Brother Scott recovered and quickly ran down the difference between Benedictines and Franciscans: “The Benedictines are the ones who bring the single malt scotch to gatherings. The Franciscans go outside into the streets and parks and walk up to strangers and minister to them. That’s great, but that’s not my call.”
And I felt such relief when he said that because it is my call to go into the streets and parks–the more crowded, the better. I love working at the registration table at a local church’s food pantry, connecting briefly with clients coming for a cup of coffee and a bag of groceries. Franciscans have a reputation for being nature lovers and animal lovers, and that is very true. But many of us serve in the cities because that’s where so many suffering people are. We love people at least as much as we love trees. A seminarian sitting next to me asked, “Is that true?” I said, “Yes. Franciscans are too poor to bring the single malt scotch to the gatherings, but we are extremely grateful to God for the people who bring the single malt scotch to the gatherings.” And then we go to some beautiful natural setting for a retreat from our work, where, perhaps, we are ministered to by Benedictine monks who like to sing Gregorian chants.

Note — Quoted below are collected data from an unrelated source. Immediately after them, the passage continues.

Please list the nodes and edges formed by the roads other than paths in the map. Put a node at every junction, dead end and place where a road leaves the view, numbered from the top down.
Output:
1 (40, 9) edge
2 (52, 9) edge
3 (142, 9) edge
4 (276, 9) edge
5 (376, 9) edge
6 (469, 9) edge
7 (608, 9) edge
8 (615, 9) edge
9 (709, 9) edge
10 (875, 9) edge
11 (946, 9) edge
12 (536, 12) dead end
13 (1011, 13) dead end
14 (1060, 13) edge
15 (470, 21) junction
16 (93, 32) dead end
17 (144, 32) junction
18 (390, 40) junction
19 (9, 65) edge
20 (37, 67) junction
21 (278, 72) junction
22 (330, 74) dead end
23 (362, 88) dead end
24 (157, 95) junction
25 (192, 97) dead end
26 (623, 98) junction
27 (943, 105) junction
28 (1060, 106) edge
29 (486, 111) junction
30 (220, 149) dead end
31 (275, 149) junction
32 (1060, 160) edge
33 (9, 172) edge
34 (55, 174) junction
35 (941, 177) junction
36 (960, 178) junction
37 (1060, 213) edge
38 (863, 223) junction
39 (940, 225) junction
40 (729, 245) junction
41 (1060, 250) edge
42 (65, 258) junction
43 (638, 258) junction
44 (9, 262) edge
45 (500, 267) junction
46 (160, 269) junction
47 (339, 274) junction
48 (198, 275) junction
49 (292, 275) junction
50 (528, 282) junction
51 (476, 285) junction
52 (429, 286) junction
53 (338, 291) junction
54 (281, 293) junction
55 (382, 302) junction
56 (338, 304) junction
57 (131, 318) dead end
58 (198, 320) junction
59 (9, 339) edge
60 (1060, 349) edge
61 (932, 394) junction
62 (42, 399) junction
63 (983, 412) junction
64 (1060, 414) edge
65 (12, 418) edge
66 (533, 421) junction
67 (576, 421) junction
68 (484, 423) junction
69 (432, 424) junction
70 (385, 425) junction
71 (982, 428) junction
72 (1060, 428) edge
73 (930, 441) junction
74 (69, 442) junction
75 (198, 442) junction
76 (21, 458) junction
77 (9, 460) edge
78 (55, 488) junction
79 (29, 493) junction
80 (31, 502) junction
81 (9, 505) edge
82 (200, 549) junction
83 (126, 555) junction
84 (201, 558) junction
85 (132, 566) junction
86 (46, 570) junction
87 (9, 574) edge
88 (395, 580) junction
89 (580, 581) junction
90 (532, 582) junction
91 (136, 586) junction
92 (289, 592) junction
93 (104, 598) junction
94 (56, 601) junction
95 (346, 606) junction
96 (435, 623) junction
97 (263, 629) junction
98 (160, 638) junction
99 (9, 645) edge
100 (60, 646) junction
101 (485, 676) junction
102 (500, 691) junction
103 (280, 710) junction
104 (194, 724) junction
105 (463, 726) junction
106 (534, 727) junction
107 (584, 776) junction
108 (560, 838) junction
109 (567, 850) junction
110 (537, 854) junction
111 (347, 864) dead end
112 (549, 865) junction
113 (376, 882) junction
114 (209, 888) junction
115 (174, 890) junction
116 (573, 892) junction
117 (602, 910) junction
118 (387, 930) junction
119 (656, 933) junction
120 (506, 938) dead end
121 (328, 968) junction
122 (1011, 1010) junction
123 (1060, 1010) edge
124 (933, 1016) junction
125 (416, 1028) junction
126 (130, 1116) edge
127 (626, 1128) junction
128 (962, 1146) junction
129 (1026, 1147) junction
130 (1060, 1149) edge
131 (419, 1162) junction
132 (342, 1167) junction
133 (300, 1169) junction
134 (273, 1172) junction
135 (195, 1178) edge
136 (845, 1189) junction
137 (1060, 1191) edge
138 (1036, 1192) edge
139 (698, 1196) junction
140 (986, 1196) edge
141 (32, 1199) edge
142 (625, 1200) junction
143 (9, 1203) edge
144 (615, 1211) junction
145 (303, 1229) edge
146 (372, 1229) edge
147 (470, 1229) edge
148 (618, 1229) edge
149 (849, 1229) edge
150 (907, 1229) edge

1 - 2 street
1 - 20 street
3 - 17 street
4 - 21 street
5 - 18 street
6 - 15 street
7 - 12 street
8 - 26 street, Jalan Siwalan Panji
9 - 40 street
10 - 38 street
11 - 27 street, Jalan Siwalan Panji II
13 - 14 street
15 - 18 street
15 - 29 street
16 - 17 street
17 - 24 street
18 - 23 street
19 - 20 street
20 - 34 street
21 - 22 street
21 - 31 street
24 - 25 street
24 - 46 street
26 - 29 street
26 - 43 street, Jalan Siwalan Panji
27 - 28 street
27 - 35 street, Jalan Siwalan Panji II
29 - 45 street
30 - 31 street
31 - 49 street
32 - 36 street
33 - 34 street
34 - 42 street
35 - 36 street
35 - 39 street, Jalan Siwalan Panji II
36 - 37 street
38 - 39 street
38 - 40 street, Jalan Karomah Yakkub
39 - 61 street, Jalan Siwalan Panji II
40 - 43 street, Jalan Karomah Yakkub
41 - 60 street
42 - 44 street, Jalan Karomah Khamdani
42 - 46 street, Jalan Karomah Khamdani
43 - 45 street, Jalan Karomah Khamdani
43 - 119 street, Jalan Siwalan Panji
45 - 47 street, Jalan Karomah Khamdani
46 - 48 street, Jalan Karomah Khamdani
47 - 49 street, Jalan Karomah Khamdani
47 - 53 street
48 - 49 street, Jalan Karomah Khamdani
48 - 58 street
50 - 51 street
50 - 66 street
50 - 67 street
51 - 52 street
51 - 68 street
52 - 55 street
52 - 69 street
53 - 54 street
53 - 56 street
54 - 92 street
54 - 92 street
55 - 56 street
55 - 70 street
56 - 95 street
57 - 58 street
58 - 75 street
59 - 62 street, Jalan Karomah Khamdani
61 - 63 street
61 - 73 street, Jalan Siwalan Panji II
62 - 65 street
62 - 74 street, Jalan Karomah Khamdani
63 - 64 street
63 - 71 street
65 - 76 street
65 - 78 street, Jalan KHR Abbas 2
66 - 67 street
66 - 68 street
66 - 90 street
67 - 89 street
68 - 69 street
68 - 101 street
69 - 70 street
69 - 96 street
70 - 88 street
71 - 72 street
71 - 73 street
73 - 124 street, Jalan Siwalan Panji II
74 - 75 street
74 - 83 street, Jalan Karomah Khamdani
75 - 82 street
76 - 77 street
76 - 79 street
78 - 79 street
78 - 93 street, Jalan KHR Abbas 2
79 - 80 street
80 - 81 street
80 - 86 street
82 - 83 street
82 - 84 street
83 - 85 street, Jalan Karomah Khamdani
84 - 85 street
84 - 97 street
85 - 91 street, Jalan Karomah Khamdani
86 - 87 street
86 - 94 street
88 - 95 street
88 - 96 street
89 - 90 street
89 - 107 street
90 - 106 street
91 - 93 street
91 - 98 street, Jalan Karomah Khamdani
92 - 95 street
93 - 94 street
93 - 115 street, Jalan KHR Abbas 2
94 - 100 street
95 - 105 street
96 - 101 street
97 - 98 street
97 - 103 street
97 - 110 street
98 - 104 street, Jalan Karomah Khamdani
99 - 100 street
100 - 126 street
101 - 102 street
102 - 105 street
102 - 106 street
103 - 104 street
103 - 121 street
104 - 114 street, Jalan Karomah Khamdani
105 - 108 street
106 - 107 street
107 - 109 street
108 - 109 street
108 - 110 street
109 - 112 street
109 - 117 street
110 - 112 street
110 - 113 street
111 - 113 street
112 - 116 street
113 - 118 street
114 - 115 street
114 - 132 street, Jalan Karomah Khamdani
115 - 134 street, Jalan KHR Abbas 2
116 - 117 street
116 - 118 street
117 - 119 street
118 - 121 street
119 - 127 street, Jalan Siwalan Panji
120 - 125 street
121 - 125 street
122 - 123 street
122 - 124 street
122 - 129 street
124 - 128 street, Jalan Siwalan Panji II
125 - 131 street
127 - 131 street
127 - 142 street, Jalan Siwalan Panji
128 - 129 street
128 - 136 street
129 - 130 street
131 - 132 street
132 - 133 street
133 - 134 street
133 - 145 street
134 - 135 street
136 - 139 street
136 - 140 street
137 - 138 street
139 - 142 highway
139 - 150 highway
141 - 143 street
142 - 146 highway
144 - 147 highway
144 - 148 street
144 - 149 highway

It takes all types. One of the readings at our services was from 1 Corinthians 12, which talks about how the body of Christ comprises many different parts that need to work together, with different gifts and different ministries. And when I looked around at my class of about 40 fellow students, I thought about how true that is. We don’t know each other well yet due to few opportunities to gather for long periods of times in small groups, but we do bring a variety of experiences, beliefs, ministries, and hopes. Contrary to people’s expectations of seminarians, only about 11 of the 40 seminarians in my class are postulants for Holy Orders. Some of the others hope to be and are working with bishops and committees, some are wondering whether they want to be priests, and others plan on lay ministries.
Now that my CPE decision is made (Yale-New Haven Hospital), I am beginning to interview with churches for a field placement next year. Most seminarians do a part-time internship during their middler year of seminary, and Yale Div. School tries to match us with churches that meet our goals for desired experiences. I’m very interested in urban churches that offer a radical welcome to the unchurched and the poor–or to anyone, really–so I am being sent to three very different churches to see if there’s a good match between me, the church, and the supervising priest.
Tomorrow, a group of seminarians and I are going to visit St. Mary’s Episcopal Church in West Harlem, a church that lives in the shadows of Columbia University, and to interview the priest, one of several ministers in New York City who received a grant for his important work in the community. For someone like me who is interested in urban ministry and renewal, this is a fantastic opportunity to see an experienced priest at work in a neighborhood struggling with economic and health problems.
Somehow, in the midst of all this, I plan to sneak in some studying and some grading of students’ work–not to mention the Winter Olympics!